Reliable, reproducible, and timely estimates of inland water quality from remote sensing can provide foundational insight to improve water management decisions, empower stakeholders to monitor their waterbodies, and help scientists better understand how inland waterbodies are changing. However, using remote sensing to produce robust estimates of key water quality parameters like chlorophyll a (a proxy for algal biomass), sediment concentrations, dissolved organic carbon, and overall water clarity requires a harmonized, clean, and analysis-ready ground-truth dataset. One such dataset is AquaSat, a database of more than 600,000 “matchups” that pair in-situ water quality grab samples with surface reflectance data from Landsat 5, 7, 8 data over the Continental United States (Ross et al. 2019). The purpose of the proposed work is to dramatically expand and improve AquaSat in three crucial ways.

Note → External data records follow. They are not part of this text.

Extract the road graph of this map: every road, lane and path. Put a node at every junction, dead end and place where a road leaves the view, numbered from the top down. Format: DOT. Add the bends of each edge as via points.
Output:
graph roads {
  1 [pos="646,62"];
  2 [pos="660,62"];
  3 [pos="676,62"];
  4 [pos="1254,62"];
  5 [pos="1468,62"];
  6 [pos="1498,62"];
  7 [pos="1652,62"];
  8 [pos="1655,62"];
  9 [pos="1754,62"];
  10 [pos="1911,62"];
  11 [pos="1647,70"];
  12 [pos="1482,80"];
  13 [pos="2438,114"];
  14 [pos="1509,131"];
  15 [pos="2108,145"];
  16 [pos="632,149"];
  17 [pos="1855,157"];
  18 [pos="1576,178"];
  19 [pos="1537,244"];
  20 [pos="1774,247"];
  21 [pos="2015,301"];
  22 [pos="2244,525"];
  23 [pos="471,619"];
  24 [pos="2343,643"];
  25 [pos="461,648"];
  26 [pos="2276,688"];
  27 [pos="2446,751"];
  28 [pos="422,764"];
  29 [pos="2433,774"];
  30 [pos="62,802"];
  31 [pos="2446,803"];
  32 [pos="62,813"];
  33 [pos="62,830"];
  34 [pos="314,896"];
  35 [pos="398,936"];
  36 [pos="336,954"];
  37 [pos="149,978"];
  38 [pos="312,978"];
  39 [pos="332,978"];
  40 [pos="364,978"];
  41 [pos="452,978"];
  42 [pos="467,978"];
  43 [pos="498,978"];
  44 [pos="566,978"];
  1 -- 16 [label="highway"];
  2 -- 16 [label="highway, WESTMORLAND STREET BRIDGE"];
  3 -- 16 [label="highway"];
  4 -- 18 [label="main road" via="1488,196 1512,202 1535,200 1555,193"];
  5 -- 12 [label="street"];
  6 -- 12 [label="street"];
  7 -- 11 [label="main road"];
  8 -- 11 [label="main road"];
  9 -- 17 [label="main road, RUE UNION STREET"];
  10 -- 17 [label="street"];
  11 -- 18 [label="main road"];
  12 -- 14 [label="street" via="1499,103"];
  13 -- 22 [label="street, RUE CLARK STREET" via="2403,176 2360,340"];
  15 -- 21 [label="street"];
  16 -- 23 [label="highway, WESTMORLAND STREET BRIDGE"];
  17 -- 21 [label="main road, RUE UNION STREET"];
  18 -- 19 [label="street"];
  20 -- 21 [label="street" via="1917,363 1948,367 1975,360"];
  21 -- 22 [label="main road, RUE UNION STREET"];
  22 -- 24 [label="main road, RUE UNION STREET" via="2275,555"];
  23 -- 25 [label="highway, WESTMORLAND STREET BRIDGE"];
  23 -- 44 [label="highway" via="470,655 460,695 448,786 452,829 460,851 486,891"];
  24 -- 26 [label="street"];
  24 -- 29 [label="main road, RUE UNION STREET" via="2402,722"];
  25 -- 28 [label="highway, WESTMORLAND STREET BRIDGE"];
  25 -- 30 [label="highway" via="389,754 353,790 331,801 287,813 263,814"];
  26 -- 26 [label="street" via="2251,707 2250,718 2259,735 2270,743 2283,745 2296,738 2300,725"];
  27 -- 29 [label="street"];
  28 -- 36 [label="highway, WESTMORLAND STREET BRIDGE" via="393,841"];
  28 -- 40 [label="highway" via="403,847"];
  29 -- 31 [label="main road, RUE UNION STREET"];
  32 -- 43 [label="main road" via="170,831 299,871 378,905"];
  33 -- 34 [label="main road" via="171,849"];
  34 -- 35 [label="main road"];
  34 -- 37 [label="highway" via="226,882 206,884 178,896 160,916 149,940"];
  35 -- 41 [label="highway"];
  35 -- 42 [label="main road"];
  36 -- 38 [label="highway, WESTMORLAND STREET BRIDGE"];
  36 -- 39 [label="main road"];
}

First, we will incorporate more in-situ data from water quality sensors, optically inactive constituents like nutrients, and more data sources from the Water Quality Portal and additional data sources (e.g., LAGOS USA; Soranno et al. 2015). Second, we will create a data quality tiering system to address issues in the original dataset: restrictive-data that is verifiably self-similar across organizations and time-periods and can be considered completely interchangeable; narrowed-data that we have good reason to believe is self-similar, but for which we can’t verify full harmony across data providers; inclusive-data, the current level of data provided by AquaSat, where data are assumed to be reliable and harmonized unless obvious differences exist. Third, we will add new satellites and spectral bands to our matchup database, including Sentinel-2, MODIS-AQUA, and Sentinel-3. All of these additional satellites or constellations of satellites have potential use for remote sensing of water quality, and this new work will add them to the AquaSat database. These improvements, along with tutorials and workshops developed by the project, will enable USGS, NASA, and academic researchers to more easily and reliably observe water quality patterns at unprecedented spatial and temporal scales.